If you’re serious about building a website with high UX (user experience), you’ll need to talk to users. Otherwise you risk building a site that only solves your assumption of the problem. To achieve true UX design you need to consult with the people inside the organisation and out.
Here are some pointers on the model you could use, and the types of consultation, ideally, you need to hold.
Define the problem
The ‘double diamond’ flow method, of: DISCOVER, DEFINE, DEVELOP, DELIVER is a non-linear model used by designers, not just of websites, to discover and define the problem their design needs to solve.
The double diamond is a model made known by the British Design Council, and focuses very much on user experience, putting people first, and at the heart of the consultation, in order to understand their aspirations and wants.
Write out the problem
It sounds simple, but writing out the problem, as a challenge statement for you and your team can really help to keep you focused. The challenge statement can be changed as your discussions uncover other needs, but it must be agreed by the team and the client.
An example might be:
“Design a system that automatically updates hundreds of geographically spread travel agents with news and offers.”
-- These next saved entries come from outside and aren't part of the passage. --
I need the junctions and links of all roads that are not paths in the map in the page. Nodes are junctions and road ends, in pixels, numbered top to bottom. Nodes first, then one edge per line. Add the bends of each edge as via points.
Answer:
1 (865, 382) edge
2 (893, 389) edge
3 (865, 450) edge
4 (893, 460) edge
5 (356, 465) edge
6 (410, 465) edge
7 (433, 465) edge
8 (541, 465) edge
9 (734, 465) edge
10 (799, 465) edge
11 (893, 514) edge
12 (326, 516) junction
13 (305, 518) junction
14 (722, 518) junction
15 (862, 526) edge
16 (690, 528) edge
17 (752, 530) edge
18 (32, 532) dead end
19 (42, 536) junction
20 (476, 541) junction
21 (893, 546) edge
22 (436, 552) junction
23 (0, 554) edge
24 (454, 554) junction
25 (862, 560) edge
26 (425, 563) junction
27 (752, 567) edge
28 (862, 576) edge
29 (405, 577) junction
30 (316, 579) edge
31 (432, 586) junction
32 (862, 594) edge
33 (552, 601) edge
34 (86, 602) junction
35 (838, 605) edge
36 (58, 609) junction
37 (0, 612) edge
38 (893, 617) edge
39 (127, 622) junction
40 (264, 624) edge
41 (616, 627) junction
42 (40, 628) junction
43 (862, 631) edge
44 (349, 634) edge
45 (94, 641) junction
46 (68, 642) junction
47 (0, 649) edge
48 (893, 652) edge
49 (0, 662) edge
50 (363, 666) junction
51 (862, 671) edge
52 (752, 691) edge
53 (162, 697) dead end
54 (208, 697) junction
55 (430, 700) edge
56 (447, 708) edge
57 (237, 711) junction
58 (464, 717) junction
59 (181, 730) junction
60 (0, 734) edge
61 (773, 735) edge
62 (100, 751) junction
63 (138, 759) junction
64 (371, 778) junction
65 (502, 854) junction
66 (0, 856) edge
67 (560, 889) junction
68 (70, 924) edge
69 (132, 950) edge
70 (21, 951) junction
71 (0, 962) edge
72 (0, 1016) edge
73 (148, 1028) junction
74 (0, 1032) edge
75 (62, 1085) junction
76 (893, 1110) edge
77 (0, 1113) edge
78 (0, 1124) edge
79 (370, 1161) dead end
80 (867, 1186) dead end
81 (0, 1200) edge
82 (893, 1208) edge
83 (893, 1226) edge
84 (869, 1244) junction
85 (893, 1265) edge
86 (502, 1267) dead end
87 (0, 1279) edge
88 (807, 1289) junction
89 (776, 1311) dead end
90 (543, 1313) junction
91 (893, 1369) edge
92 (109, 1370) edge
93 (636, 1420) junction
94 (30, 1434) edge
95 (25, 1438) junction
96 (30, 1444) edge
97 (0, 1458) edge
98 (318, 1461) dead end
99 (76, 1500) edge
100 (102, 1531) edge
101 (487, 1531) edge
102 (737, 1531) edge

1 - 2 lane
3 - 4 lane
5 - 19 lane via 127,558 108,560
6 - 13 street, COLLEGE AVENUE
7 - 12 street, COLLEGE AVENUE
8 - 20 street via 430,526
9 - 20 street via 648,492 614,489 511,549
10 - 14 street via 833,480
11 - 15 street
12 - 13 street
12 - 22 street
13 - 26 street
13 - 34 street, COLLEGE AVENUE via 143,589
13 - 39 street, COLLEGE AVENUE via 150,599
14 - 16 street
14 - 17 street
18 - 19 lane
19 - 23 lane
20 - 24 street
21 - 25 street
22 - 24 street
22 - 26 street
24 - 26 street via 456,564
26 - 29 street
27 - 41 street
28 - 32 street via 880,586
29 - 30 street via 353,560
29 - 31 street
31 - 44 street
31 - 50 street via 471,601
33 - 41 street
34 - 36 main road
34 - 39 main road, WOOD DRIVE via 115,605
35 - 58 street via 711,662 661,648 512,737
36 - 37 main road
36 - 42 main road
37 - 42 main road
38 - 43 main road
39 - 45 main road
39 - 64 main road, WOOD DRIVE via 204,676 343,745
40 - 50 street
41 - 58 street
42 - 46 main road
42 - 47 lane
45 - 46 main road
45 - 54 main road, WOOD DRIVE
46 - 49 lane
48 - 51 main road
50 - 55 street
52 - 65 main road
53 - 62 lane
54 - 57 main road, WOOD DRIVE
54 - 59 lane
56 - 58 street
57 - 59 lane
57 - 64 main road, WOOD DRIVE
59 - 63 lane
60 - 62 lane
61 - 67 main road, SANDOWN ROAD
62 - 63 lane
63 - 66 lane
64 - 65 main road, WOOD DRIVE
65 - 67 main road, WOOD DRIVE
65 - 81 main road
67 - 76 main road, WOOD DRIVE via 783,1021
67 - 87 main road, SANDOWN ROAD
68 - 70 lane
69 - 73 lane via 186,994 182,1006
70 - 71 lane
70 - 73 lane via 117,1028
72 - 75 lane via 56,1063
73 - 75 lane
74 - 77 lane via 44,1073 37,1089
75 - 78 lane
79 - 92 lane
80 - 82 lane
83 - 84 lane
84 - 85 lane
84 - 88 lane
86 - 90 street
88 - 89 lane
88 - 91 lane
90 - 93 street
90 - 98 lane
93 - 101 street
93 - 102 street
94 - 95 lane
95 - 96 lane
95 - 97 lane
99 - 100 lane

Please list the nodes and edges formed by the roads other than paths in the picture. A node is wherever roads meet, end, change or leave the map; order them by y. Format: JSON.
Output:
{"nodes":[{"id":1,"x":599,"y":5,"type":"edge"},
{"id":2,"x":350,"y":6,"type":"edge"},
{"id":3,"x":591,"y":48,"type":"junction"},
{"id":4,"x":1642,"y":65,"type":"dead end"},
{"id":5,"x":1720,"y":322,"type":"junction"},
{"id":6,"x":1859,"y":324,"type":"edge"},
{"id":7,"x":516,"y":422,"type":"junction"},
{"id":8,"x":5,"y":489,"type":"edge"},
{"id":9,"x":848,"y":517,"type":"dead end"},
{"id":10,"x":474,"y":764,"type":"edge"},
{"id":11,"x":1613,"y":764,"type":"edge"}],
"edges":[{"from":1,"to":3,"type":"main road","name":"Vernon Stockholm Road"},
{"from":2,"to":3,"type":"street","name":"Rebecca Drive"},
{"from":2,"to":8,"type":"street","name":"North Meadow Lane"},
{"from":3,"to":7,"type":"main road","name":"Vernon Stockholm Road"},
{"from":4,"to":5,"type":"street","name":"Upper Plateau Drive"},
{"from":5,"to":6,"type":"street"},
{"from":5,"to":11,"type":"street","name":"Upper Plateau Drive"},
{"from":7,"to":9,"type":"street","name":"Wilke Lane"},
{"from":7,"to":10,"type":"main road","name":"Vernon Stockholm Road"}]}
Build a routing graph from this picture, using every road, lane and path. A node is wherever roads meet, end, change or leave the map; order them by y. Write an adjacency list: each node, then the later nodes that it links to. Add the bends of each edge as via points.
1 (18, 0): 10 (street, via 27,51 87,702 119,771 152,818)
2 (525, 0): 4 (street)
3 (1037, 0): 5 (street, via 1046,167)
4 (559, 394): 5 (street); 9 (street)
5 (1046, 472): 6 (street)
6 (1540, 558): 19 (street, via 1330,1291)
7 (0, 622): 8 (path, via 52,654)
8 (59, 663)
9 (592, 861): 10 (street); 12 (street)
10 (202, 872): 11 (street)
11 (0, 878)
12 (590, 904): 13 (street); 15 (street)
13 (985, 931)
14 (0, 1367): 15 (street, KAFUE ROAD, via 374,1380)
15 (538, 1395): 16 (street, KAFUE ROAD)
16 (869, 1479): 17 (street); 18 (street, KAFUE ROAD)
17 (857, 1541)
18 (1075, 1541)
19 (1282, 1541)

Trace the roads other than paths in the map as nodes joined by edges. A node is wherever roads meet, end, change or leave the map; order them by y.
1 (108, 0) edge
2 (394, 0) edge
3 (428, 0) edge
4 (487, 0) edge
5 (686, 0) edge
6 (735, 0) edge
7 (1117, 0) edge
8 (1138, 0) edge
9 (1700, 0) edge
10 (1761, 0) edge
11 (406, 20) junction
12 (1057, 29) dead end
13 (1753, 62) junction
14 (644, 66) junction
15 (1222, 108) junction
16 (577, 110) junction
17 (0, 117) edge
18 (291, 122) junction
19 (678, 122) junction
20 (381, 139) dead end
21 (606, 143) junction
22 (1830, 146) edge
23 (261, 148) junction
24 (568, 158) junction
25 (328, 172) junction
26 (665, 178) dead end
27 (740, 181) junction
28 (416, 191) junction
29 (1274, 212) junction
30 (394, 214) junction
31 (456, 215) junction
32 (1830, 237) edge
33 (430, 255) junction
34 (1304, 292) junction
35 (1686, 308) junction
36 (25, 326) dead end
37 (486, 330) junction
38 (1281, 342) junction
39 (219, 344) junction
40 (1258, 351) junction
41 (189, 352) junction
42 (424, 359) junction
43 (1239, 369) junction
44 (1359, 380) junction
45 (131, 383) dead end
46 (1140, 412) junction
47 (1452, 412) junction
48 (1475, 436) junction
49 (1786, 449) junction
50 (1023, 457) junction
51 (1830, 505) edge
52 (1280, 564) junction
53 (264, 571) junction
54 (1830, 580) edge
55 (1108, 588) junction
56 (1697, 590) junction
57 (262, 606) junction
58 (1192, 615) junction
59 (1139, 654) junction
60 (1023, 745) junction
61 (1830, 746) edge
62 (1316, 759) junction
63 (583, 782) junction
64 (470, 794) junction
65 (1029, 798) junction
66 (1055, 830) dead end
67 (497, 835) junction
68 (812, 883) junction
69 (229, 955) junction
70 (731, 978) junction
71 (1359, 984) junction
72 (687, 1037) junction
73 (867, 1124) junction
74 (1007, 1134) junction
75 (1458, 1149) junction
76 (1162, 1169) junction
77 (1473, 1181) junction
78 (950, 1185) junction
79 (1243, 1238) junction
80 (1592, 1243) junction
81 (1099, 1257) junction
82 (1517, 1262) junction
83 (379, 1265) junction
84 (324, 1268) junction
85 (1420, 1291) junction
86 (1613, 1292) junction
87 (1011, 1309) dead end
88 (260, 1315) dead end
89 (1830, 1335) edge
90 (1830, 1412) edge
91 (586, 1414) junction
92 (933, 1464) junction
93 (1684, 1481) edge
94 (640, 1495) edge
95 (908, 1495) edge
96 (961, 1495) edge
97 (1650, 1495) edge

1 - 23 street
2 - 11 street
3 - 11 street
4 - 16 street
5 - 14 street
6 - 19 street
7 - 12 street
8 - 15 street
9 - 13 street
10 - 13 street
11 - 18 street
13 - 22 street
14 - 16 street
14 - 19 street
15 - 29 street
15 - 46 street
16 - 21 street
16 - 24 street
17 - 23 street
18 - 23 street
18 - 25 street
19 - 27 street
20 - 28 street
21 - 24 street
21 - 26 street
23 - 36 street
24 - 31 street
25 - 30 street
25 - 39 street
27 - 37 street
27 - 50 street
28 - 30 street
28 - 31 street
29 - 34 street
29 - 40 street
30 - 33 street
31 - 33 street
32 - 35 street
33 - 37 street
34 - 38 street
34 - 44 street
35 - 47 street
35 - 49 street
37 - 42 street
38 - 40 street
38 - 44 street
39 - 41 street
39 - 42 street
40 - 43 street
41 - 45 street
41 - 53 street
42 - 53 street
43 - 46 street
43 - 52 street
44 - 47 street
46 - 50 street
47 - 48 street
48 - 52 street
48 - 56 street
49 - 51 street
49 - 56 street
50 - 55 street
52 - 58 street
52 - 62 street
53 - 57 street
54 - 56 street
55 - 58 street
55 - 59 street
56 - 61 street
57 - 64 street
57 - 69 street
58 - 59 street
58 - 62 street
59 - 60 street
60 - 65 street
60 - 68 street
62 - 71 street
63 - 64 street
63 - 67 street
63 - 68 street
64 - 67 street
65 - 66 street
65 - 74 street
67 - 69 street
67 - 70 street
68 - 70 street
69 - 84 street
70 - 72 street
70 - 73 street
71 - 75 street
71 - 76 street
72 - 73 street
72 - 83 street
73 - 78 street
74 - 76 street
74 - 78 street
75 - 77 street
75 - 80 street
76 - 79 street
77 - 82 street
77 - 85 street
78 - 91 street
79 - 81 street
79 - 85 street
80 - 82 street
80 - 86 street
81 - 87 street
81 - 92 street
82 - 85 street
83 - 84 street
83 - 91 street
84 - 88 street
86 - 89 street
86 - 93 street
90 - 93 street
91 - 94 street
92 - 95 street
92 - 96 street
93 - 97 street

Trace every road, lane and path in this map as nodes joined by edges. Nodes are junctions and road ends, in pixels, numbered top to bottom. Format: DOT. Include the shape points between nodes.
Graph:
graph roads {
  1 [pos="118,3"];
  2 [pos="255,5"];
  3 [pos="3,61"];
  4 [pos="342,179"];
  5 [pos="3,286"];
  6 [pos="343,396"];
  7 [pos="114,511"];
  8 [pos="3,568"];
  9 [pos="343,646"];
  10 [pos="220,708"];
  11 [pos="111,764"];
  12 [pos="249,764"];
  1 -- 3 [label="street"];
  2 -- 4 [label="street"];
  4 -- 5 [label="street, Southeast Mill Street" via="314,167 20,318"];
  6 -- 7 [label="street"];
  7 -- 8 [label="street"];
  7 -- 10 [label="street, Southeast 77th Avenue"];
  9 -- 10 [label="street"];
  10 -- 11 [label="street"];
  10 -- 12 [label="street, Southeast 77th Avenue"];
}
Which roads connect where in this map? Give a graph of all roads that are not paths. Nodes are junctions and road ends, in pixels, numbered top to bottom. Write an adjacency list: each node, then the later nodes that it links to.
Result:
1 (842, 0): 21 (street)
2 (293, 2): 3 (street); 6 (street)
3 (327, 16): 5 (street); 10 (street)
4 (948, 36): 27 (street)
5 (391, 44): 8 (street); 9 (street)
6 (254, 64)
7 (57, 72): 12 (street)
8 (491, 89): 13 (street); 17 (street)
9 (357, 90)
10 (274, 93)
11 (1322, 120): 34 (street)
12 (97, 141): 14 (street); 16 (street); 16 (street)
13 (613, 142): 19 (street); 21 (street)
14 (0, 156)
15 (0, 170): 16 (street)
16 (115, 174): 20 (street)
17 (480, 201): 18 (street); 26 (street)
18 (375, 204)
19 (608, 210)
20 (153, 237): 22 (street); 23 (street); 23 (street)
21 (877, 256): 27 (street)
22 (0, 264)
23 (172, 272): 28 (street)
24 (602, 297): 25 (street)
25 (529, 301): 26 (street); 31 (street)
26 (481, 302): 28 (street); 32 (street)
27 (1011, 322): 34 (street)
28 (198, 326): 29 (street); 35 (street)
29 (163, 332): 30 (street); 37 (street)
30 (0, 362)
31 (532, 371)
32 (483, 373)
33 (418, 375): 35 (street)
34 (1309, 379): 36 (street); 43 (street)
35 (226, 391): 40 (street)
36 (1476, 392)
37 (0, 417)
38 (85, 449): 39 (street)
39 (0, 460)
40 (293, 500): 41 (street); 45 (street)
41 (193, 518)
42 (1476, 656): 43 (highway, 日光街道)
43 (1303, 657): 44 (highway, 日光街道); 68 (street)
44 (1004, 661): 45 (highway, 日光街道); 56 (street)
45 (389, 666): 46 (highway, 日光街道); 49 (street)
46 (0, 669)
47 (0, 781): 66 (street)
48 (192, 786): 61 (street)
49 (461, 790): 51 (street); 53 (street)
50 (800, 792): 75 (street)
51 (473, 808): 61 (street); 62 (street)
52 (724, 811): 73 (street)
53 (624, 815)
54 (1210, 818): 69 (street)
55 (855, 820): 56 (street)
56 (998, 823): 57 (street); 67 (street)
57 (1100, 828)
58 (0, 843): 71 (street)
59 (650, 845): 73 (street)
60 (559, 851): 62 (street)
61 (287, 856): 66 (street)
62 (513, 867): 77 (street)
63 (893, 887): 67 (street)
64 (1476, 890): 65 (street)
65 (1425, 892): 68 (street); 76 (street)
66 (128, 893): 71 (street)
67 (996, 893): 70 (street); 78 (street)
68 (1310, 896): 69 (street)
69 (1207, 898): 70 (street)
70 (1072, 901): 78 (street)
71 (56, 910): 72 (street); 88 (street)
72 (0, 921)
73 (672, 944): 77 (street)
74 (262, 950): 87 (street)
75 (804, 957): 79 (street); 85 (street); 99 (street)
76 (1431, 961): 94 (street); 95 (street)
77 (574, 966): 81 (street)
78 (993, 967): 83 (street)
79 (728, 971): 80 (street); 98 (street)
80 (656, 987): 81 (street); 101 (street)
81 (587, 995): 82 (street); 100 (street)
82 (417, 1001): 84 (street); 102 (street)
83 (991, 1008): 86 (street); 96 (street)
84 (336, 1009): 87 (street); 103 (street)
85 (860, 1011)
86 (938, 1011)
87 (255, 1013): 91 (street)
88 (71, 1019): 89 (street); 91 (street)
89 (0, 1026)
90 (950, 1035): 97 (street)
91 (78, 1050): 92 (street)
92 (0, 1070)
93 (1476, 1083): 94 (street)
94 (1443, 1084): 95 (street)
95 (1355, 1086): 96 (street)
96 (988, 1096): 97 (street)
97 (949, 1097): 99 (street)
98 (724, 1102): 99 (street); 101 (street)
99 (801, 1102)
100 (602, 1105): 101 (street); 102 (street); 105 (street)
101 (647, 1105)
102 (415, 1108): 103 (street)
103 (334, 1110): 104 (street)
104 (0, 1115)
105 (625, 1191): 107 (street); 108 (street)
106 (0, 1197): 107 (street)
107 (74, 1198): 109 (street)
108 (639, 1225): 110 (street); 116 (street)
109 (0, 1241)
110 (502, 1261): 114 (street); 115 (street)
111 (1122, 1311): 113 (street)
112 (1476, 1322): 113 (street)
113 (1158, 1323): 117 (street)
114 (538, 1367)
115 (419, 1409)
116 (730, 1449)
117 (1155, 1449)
A further iteration of this challenge statement, after discussion, could be:
“Design a system that automatically updates of hundreds of independent, geographically spread travel agents with news and offers, unique to them and their preferences.”
Validate the challenge
Once the challenge is agreed you need to understand the problem in more detail. You must keep in mind that you’ll have your own way of looking at things. The individual viewpoint will limit the solution and user-centric experience you’re aiming to build, so consultation is essential.
Although it’s extremely valuable to interview internal staff about the system and what they see as the problems, beware the individual nature of the viewpoints given. The lack of group collaboration of individual interviews can present siloed viewpoints, but they still raise important points for you to take away and add into your team’s discussions.
This is where you choose five or six internal staff, from different departments, say, marketing, sales, accounts, IT, admin, to give a five-minute presentation on the goals of the business, what the challenges are and any research to validate.
Perhaps the most valuable interviews are those of the users themselves, or customers. Find out what their pain points are, what do they wish could be better, what do they enjoy about the process, what do they need more of, and if they had magical powers, what would be the one thing they would change.
Not forgetting existing data of what the ethnographic group of users require in life, make sure you use existing research, from good sources, about the wants, desires and motivations typical of the users’ ethnographic groups.
Take the learning
All the learning from all your consultation methods should be taken back to your team and put into your discussions of the potential solution to the challenge and any other related problems posed. From then on will follow your solutioning and designing.
Once you have a designed solution, you will need to test it with users and internal staff. If you don’t test, all of your consultation has really been for very little, since without testing you are simply relying on yours and your team’s assumptions. Testing will ensure you really have met the challenge and designed a solution to the problems posed.
Questions to ask during testing might be:
- What do you like about the design/model?
- What do you dislike about the design/model?
- Any pain points, and are they the same as before?
- Did the flow of it work? Which parts worked, and which didn’t?
- What would you like to improve?
- Does it meet your needs? Which needs are left unmet?
Revisit and revise
Whatever comes out in testing will need revisiting and revising until the solution fits the bill, and meets the challenge.
UX design is an in-depth process, but the collaborative, consultative nature of DISCOVER, DEFINE, DEVELOP, DELIVER will ultimately help you to create a truly outstanding UX website that puts users at its heart.